Hackischen Markt Berlin

Definition: Was bedeutet Staking?

Beim Staking handelt es sich um einen Prozess aus dem Bereich der Kryptowährungen, bei dem Inhaber von bestimmten Coins die Möglichkeit haben, Belohnungen zu verdienen.

Der im Hintergrund ablaufende Proof-of-Stake (PoS) Mechanismus ermöglicht das Staking in einem dezentralen Netzwerk, in welchem Miner für die Validierung der Blockchain sorgen.

Blockchain-Nutzer stellen hierbei ihre eigenen Coins einer bestimmten Kryptowährung zur Verfügung und tragen auf diese Weise zur Aufrechterhaltung und Sicherung der Blockchain bei.

Wie funktioniert Staking?

Die Funktionsweise kann im Prinzip einfach erklärt werden: Beim Staking werden individuell ausgewählte Krypto-Vermögenswerte für einen bestimmten oder auch für einen unbestimmten Zeitraum in einer Blockchain bereitgestellt. Mit diesen Vermögenswerten wird dann ein sogenannter Konsens erzielt, welcher für die Validierung von neuen Transaktionen notwendig ist.

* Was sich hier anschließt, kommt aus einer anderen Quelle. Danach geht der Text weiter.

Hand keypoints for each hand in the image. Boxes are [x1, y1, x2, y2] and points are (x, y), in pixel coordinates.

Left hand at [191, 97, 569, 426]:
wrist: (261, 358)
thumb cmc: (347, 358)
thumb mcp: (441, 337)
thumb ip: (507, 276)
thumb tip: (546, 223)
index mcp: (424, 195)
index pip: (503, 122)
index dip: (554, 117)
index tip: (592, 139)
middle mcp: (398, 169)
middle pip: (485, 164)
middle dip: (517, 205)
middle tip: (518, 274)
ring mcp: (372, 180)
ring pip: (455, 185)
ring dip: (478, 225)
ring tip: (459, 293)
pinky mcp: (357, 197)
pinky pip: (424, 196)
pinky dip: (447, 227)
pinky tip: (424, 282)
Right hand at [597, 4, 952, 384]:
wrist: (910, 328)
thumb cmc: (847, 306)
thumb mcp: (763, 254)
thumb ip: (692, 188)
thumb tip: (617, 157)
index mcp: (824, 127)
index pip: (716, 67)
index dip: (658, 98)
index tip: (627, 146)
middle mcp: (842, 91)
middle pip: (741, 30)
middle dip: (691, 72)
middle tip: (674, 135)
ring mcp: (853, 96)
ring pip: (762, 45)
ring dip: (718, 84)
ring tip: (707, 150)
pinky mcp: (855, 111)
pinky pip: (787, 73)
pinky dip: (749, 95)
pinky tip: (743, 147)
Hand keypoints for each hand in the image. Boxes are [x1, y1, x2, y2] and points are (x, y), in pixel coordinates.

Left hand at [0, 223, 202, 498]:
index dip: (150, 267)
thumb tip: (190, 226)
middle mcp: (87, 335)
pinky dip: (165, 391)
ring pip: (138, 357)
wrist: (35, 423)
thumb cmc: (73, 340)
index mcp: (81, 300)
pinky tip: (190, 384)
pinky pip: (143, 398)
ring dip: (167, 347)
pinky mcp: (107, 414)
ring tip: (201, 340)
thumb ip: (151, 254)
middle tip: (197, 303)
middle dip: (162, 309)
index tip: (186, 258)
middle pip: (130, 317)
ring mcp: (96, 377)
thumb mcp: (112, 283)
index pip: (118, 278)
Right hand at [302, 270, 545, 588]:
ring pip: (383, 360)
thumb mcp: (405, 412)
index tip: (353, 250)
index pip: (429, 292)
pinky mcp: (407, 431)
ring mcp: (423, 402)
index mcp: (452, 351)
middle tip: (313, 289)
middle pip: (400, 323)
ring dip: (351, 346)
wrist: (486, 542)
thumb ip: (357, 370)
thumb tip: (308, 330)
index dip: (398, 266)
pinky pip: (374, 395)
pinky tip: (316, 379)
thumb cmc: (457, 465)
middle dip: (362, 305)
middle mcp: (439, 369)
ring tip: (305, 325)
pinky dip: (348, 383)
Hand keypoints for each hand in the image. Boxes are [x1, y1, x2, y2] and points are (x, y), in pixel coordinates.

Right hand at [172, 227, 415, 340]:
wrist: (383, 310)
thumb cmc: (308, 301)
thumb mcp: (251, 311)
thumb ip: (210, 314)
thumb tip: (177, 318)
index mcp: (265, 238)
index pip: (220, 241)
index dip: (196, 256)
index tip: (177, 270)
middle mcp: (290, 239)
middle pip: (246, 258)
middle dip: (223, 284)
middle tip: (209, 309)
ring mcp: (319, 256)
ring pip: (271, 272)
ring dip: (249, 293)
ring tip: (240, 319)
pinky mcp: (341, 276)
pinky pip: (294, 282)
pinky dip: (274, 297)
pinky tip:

Als Validator stellt man demnach eine bestimmte Menge seiner Coins in einem Netzwerk zur Verfügung. Im Gegenzug für diese Bereitstellung werden dann Belohnungen in Form von neuen Coins an alle Validatoren verteilt. Dementsprechend gilt: Je höher die Anzahl der bereitgestellten Coins, desto größer ist der Mining-Einfluss und desto größer sind auch die Staking-Rewards.

Die Staking Belohnungen unterscheiden sich dabei je nach Kryptowährung und können auch intern variieren. Bei Cardano beträgt die aktuelle APY (annual percentage yield bzw. auf deutsch: jährliche prozentuale Rendite) um die 5%, je nach Staking Netzwerk.

Ist Staking sicher?

Das Staking ist mittlerweile auf vielen größeren Krypto-Plattformen wie zum Beispiel auf Binance*, Coinbase* oder Kraken möglich. Hier kann prinzipiell davon ausgegangen werden, dass sich die eigenen Coins in sicheren Händen befinden, auch wenn ein Restrisiko nicht ausgeschlossen werden kann.

Kryptowährungen wie Cardano (ADA) können darüber hinaus auch auf dezentralen Plattformen wie zum Beispiel auf der Daedalus Wallet gestaked werden. Dezentrale Applikationen wie diese bringen ein hohes Maß an Sicherheit mit sich und bieten zusätzlich dazu den Vorteil, dass jeder Nutzer die Möglichkeit hat, an einer gemeinsamen Verbesserung und Optimierung mitzuarbeiten.

Ein Risiko, welches man beim Staking allerdings berücksichtigen sollte, betrifft die Volatilität von Kryptowährungen. Der Kryptomarkt ist für seine hohe Schwankungsintensität bekannt. Aus diesem Grund sollte man stets im Hinterkopf behalten, dass hohe Staking Belohnungen zwar an sich eine gute Sache sind – kommt es jedoch zu größeren Kurseinbrüchen, können die Verluste hierdurch häufig nicht aufgefangen werden. Dieser Punkt sollte vor allem dann berücksichtigt werden, wenn beim Staking ein Mindestzeitraum gefordert wird, für welchen man die eigenen Coins bereitstellen (einfrieren) muss.

Staking lässt sich in diesem Kontext auch mit den Dividenden beim Aktienhandel vergleichen. Hohe Dividenden bei einer Aktie sind grundsätzlich vorteilhaft, allerdings sollte dahinter auch ein solides Geschäftsmodell stehen, um langfristig Gewinne erzielen zu können.